Studies on synonymous codon and amino acid usages in Aeromonas hydrophila phage Aeh1: architecture of protein-coding genes and therapeutic implications
Department of Biotechnology, Haldia Institute of Technology, Haldia, India
Received: November 1, 2005 Revised: February 28, 2006 Accepted: March 3, 2006
Background and purpose:
Codon and amino acid usage biases determined in numerous organisms have deciphered the architectures of their protein-coding genes to some extent. To understand the architecture of protein-coding genes of Aeromonas phages, codon and amino acid usage biases have been investigated in the protein-coding genes of the Aeromonas hydrophila phage Aeh1.

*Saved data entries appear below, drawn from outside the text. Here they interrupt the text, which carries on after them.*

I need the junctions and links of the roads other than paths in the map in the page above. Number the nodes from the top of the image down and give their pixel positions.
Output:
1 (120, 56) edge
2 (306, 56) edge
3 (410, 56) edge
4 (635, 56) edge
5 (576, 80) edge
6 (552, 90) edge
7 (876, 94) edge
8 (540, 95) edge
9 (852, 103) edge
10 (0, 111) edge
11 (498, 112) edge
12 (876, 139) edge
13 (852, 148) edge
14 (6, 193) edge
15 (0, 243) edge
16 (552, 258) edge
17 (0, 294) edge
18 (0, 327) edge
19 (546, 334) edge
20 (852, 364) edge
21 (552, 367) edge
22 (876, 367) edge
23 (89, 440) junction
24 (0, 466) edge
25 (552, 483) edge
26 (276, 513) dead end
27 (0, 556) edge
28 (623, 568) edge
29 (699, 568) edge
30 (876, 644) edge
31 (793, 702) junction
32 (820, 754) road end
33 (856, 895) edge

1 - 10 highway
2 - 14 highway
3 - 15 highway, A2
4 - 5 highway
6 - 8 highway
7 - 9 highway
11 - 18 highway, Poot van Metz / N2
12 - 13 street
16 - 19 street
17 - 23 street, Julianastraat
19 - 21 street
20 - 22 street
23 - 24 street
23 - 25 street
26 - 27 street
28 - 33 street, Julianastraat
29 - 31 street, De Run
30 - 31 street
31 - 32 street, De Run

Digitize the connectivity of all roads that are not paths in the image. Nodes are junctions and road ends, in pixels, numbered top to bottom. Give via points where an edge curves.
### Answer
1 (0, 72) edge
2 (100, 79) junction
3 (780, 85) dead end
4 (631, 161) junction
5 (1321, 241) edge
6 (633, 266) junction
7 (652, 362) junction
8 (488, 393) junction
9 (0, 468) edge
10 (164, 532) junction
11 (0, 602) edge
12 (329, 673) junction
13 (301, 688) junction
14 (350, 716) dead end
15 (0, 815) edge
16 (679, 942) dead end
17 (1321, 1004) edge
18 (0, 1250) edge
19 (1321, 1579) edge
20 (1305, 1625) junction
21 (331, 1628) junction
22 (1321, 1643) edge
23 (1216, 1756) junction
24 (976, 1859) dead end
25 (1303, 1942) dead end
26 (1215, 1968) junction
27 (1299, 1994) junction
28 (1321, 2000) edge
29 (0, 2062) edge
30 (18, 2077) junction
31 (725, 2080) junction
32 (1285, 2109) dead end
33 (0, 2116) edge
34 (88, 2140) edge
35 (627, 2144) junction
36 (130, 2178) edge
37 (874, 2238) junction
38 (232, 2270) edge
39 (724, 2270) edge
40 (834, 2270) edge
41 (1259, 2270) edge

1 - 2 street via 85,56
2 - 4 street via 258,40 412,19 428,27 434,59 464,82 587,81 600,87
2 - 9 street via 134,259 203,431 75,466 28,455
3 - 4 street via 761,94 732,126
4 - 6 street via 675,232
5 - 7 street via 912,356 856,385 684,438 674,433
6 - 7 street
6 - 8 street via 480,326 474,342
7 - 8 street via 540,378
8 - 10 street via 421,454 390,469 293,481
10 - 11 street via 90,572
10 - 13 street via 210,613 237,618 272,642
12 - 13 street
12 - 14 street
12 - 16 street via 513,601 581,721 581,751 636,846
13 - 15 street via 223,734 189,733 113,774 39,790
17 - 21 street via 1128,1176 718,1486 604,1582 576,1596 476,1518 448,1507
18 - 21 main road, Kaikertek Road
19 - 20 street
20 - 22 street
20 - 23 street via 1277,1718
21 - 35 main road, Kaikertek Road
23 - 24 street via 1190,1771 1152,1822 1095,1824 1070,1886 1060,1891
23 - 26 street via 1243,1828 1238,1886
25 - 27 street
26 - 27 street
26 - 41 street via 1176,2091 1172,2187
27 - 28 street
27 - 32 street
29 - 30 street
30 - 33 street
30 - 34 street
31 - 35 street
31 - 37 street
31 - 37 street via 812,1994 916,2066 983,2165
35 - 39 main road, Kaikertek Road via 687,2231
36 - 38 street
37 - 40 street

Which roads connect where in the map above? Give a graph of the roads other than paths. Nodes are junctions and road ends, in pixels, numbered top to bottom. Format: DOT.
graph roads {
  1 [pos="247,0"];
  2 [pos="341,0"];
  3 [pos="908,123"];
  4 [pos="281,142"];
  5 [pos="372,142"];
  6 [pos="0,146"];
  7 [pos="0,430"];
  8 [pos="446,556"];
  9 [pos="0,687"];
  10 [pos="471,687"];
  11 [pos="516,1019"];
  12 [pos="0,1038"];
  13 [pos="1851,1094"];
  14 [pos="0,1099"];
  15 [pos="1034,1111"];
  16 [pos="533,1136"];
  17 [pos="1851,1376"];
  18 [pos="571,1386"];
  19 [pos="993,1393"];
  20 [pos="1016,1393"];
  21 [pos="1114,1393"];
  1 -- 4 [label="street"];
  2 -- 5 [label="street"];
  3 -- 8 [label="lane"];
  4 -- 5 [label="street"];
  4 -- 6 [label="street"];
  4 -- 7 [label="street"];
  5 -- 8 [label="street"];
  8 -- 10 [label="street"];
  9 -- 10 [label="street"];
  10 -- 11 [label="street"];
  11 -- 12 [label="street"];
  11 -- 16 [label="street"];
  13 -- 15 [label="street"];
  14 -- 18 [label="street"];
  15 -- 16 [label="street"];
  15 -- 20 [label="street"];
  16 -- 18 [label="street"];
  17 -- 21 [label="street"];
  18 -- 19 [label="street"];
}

In order to study synonymous codon and amino acid usage biases in Aeh1, all of its protein-coding genes were downloaded and analyzed by standard software programs.
Phage Aeh1 harbors an AT-rich genome. The third position of its synonymous codons carries mostly A or T base and mutational pressure strongly influences the synonymous codon usage bias. Translational selection also influences the codon usage of Aeh1 as its putatively lowly- and highly-expressed genes are influenced by Aeh1-specific tRNAs and by the abundant cellular tRNAs, respectively. Further analysis of amino acid usage shows that amino acid residues are also not randomly utilized in Aeh1 proteins and factors such as hydropathy, aromaticity and cysteine content are mostly responsible for the variation of amino acid usage in Aeh1 proteins.
As Aeh1 does not carry any toxin/antibiotic resistant gene but carries moderately highly expressed genes and relatively few AhdI sites, this study proposes that Aeh1 may be utilized as a therapeutic agent for A. hydrophila infections. While codon usage bias in Aeh1 is dictated both by mutational pressure and translational selection, amino acid usage bias in Aeh1 is influenced by hydropathy, aromaticity and cysteine content. Phage Aeh1 may be utilized in phage therapy.
Aeromonas hydrophila; Amino acid metabolism; Bacteriophages; Codon; Gene expression regulation, bacterial
J Microbiol Immunol Infect 2007;40:24-33.